*** Opening of TASK INPUTS ***

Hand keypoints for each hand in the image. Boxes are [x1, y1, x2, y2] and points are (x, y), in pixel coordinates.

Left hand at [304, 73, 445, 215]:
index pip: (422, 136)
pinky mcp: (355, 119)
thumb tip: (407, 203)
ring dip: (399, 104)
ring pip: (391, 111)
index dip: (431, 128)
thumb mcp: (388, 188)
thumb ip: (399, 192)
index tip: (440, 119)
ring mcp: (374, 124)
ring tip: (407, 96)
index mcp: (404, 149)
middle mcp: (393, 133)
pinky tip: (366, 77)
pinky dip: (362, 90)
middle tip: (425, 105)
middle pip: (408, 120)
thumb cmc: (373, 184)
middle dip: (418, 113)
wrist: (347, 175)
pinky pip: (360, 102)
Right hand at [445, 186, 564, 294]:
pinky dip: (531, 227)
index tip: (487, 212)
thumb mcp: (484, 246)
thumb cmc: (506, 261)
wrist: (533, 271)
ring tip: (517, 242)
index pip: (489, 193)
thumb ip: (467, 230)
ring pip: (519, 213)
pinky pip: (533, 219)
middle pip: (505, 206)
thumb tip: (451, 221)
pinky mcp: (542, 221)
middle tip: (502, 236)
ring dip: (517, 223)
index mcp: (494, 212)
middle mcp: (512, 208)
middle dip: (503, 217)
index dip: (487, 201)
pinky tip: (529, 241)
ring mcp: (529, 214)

*** Close of TASK INPUTS ***
*** Opening of TASK INPUTS ***

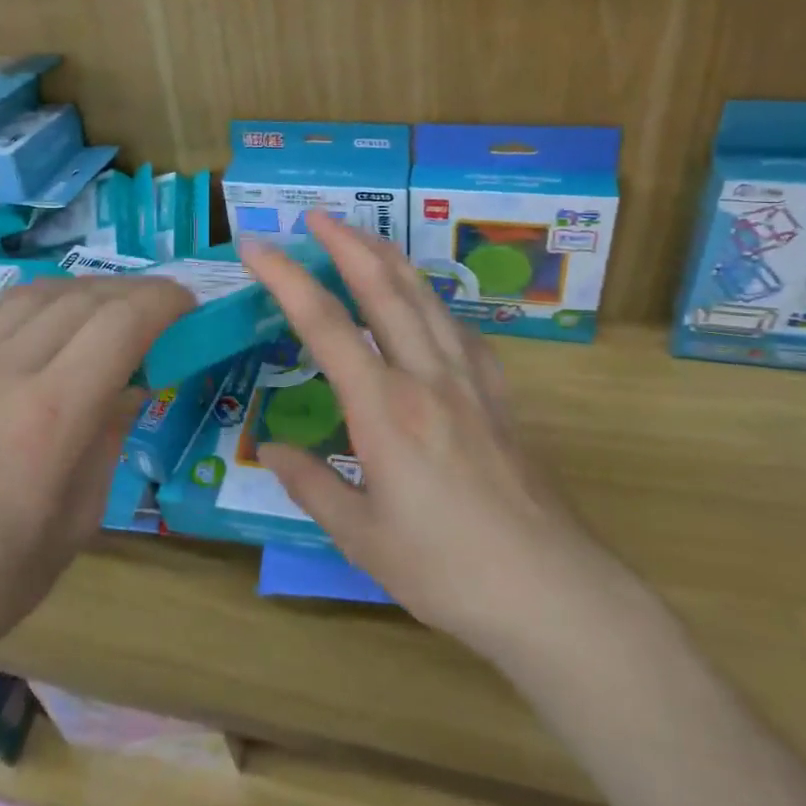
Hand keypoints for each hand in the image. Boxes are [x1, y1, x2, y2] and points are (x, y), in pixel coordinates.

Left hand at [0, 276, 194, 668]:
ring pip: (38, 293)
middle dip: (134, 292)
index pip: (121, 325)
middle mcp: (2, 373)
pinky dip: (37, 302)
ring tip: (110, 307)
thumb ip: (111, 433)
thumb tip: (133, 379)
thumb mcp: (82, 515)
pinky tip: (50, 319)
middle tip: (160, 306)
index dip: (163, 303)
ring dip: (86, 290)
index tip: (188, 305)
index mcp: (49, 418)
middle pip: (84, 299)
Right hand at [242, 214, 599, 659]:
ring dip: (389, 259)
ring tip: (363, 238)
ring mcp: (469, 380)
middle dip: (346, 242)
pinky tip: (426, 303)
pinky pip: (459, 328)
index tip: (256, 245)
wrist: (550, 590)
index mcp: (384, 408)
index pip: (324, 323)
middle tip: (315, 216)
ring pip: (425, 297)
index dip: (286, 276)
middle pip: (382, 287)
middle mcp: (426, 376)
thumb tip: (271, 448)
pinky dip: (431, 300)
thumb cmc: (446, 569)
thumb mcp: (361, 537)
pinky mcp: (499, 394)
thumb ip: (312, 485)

*** Close of TASK INPUTS ***
*** Opening of TASK INPUTS ***

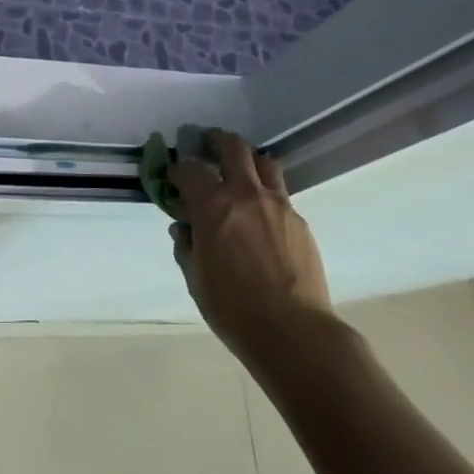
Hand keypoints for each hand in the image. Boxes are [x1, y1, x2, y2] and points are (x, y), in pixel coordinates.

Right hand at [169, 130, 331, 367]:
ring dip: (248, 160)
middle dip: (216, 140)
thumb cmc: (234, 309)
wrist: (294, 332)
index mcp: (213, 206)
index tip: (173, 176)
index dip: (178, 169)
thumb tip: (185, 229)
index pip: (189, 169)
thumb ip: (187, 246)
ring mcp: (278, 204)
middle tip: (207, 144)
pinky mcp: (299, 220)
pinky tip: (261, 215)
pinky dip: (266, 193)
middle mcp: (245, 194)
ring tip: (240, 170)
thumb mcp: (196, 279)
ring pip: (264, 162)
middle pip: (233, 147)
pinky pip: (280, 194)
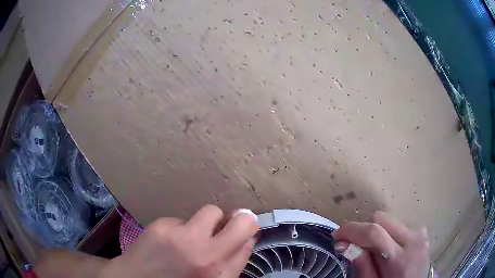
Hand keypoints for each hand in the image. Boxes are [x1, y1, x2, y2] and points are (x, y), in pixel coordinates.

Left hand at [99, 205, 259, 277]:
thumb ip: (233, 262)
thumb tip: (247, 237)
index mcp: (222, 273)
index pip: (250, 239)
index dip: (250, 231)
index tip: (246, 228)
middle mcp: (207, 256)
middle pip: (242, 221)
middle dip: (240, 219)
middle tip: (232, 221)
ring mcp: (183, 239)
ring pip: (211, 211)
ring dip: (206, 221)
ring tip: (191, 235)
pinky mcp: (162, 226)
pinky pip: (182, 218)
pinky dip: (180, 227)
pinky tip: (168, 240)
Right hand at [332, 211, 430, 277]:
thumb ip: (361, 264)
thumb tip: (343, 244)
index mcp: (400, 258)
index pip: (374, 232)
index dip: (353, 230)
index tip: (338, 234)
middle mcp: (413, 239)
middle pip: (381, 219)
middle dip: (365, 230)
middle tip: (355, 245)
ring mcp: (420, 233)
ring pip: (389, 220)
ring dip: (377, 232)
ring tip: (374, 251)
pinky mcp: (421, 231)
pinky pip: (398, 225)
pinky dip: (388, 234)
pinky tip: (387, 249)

*** Close of TASK INPUTS ***

> **WHAT IS BEING ASKED**:
The answer consists of the lines above that include the word "Left", each copied exactly.

> **ANSWER BOX**:
Left hand at [304, 73, 445, 215]:
Left hand at [0, 276, 194, 668]:
Left hand at [99, 205, 259, 277]:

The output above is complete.